» Exercise directions
Among the lines below, list those containing the string "junction".

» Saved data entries
• • •

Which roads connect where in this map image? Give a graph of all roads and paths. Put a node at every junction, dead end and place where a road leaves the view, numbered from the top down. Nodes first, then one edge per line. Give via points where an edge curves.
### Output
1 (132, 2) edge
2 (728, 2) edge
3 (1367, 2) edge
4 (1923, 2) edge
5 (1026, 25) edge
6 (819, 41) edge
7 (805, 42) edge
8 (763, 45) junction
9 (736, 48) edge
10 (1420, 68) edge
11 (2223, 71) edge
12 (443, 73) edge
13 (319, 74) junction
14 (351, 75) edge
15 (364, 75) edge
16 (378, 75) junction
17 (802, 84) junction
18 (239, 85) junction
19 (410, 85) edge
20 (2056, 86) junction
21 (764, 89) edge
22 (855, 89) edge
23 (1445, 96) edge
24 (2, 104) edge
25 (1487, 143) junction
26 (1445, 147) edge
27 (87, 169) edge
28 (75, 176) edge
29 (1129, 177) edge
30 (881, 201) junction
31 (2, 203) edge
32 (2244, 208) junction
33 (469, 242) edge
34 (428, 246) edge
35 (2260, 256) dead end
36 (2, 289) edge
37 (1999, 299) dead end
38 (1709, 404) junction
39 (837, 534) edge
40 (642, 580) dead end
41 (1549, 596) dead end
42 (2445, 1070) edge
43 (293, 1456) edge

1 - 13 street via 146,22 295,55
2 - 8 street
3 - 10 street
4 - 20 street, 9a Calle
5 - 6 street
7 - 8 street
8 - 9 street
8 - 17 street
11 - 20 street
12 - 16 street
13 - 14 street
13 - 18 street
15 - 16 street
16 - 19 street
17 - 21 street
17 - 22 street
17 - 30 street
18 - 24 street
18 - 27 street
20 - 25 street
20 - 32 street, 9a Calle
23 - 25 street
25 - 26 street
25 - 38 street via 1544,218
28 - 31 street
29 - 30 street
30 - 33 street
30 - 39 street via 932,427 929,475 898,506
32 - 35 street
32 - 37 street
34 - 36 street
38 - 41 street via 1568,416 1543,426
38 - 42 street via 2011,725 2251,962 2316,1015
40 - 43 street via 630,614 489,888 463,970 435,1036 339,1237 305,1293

• • •

» Result for this task
Which roads connect where in this map image? Give a graph of all roads and paths. Put a node at every junction, dead end and place where a road leaves the view, numbered from the top down. Nodes first, then one edge per line. Give via points where an edge curves.
8 (763, 45) junction
13 (319, 74) junction
16 (378, 75) junction
17 (802, 84) junction
18 (239, 85) junction
20 (2056, 86) junction
25 (1487, 143) junction
30 (881, 201) junction
32 (2244, 208) junction
38 (1709, 404) junction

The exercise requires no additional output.